Since Williams went public with his concerns in a television interview, Pearce said he has received several calls from former players expressing similar issues.
"A lot of players have been swayed in their thinking, that (CTE) was the in NFL and we are the AFL, and we don't do the same things they do," he said.
Despite the extra attention on potential for longer term injuries, participation rates are increasing across all major styles of football in Australia.
Football administrators are reacting to the recent medical research by introducing new protocols to assess concussion.
For instance, rugby union this season implemented the Pitch Side Concussion Assessment (PSCA) policy.
In the second round of the Super 15 tournament two weeks ago, Melbourne Rebels fullback James O'Connor — one of the biggest stars in the sport — was not allowed back on the field in a match against the ACT Brumbies because he failed the sideline concussion monitoring test after hitting his head during a tackle. He argued the point, but his protests were rejected and he sat out the remainder of the match.
A Concussion in Sport conference to be held in Melbourne from March 20-21 will provide the football sports with up-to-date information on head injuries just a week after the release of new guidelines on managing sports concussions following last year's Zurich International Consensus Conference on Concussion.

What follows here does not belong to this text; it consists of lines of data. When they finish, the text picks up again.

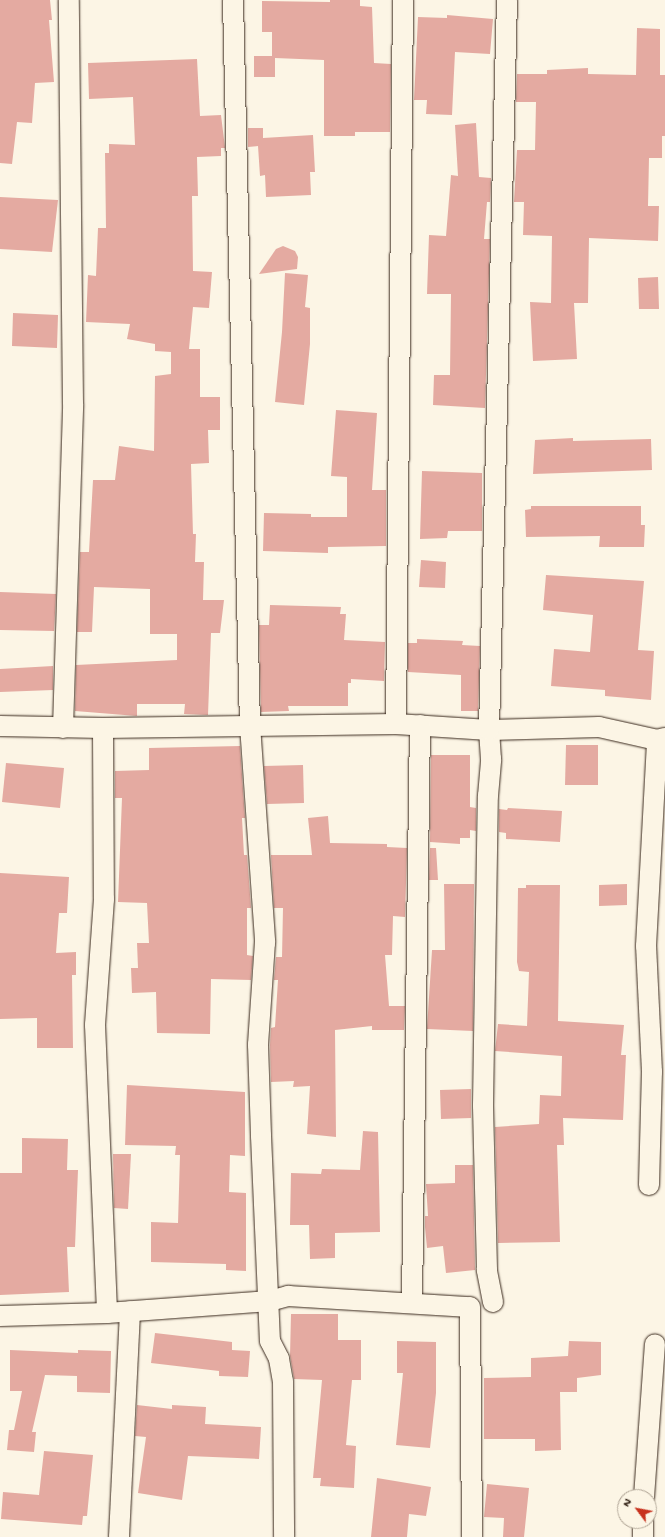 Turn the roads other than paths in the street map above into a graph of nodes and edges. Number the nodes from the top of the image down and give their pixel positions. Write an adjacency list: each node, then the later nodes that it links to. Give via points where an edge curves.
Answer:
1 (69, 0): 9 (street, via 73,404)
2 (233, 0): 6 (street)
3 (403, 0): 5 (street)
4 (507, 0): 11 (street)
5 (396, 724): 6 (street); 8 (street)
6 (250, 725): 10 (street); 14 (street, via 265,942 258,1045)
7 (0, 726): 9 (street)
8 (420, 726): 11 (street); 15 (street)
9 (63, 728): 10 (street)
10 (103, 728): 18 (street, via 104,899 95,1025)
11 (489, 730): 12 (street, via 599,727); 16 (street, via 491,759 488,796 483,1105 487,1270)
12 (661, 739): 13 (street, via 646,946 652,1072)
13 (649, 1184)
14 (270, 1301): 15 (street, via 288,1296); 17 (street); 23 (street, via 270,1341 279,1359 283,1381)
15 (412, 1302): 24 (street, via 470,1307)
16 (493, 1302)
17 (130, 1311): 18 (street); 22 (street)
18 (107, 1314): 19 (street)
19 (0, 1316)
20 (655, 1344): 21 (street)
21 (645, 1489)
22 (119, 1537)
23 (284, 1537)
24 (472, 1537) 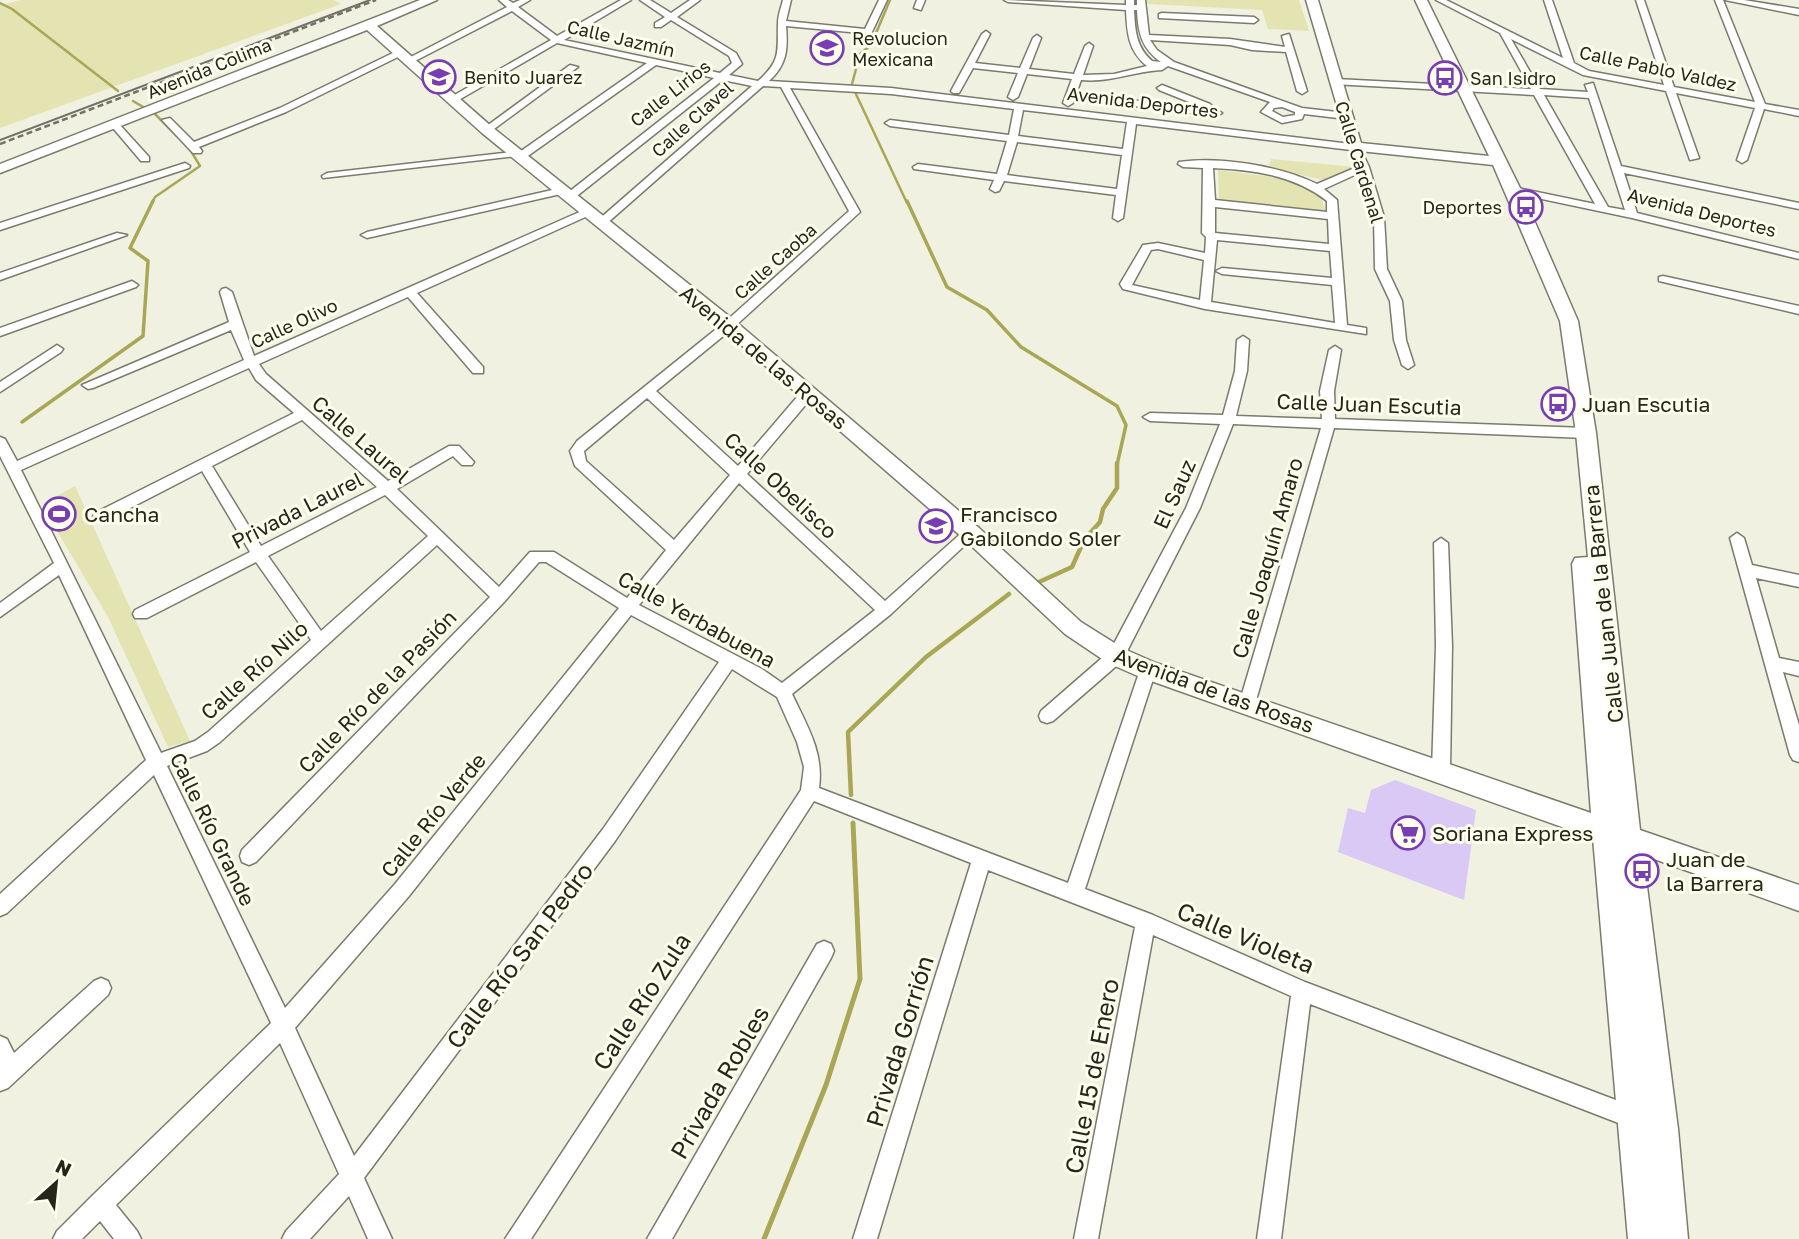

Part of the Melbourne conference will discuss the introduction of helmets for players, something veteran AFL coach Mick Malthouse would like to see explored.
Many visitors to Australia, and those watching worldwide on television, are surprised that players in the high-contact sports of AFL, rugby league and rugby union rarely wear protective headgear.
"It's going to have to come back at some stage to the medical people to say 'we have now developed a helmet that fits over the head that softens the blow,'" said Malthouse, now Carlton's coach.
Jordan, who from his White Plains hospital base serves on two NFL committees — one for the league, the other with the players association — says helmets won't necessarily reduce the number of concussions, but can reduce head bruising and contusions.
"With the acceleration, deceleration of the brain inside a helmet, injuries will still occur, like they do in the NFL, even though they wear helmets," he said.
Jordan said he's seen a large number of concussions in soccer at the elite level, even though it's not considered a collision sport. "It's from head-to-head, head-to-goal posts hits," he said, adding that the "jury is still out" on whether frequent headers in the sport cause any major brain injury.
Malthouse and Williams think that the mindset on head injuries in general must change if players are to be better protected.
"You used to say to blokes, 'Grow up, get out there again'," said Malthouse, who has spent four decades at the top level as either a player or coach, admitting he was among those who didn't understand the potential repercussions of serious head knocks to players.
Williams agrees, saying there were no rules regarding concussions in his playing days. If you were knocked out and you recovered, you were sent back on.
"If you didn't you were (considered) a wimp," Williams says. "It was just tradition. You got up and kept going."
AP Pro Football Writer Barry Wilner contributed to this report.